* [PATCH] dm-kcopyd/dm-snap: Don't read the origin on full chunk write
@ 2011-06-17 12:32 Mikulas Patocka
2011-06-20 8:09 ` Joe Thornber
0 siblings, 1 reply; 7+ messages in thread
From: Mikulas Patocka @ 2011-06-17 12:32 UTC (permalink / raw)
To: Alasdair G. Kergon, dm-devel
Hi
This optimizes full chunk writes for snapshots.
Note that there is a performance bug in device mapper that it doesn't ever
send bios larger than 4k to snapshots.

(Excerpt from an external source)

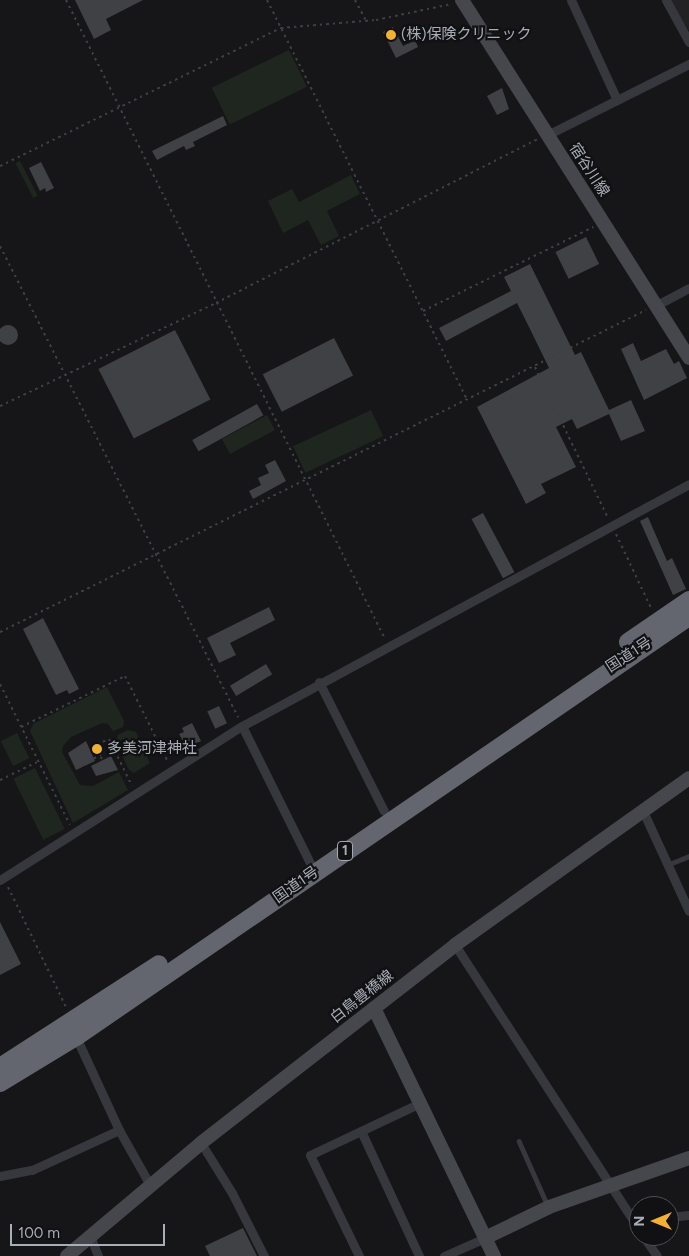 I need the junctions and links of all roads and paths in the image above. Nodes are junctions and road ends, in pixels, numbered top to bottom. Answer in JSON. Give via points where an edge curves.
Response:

So this patch optimizes only 4k
chunk sizes. Once the 4k limit will be removed from device mapper, this
patch could optimize any chunk size.
Mikulas
---
dm-kcopyd/dm-snap: Don't read the origin on full chunk write
If we write a full chunk in the snapshot, there is no need to read the origin
device (because the whole chunk will be overwritten anyway).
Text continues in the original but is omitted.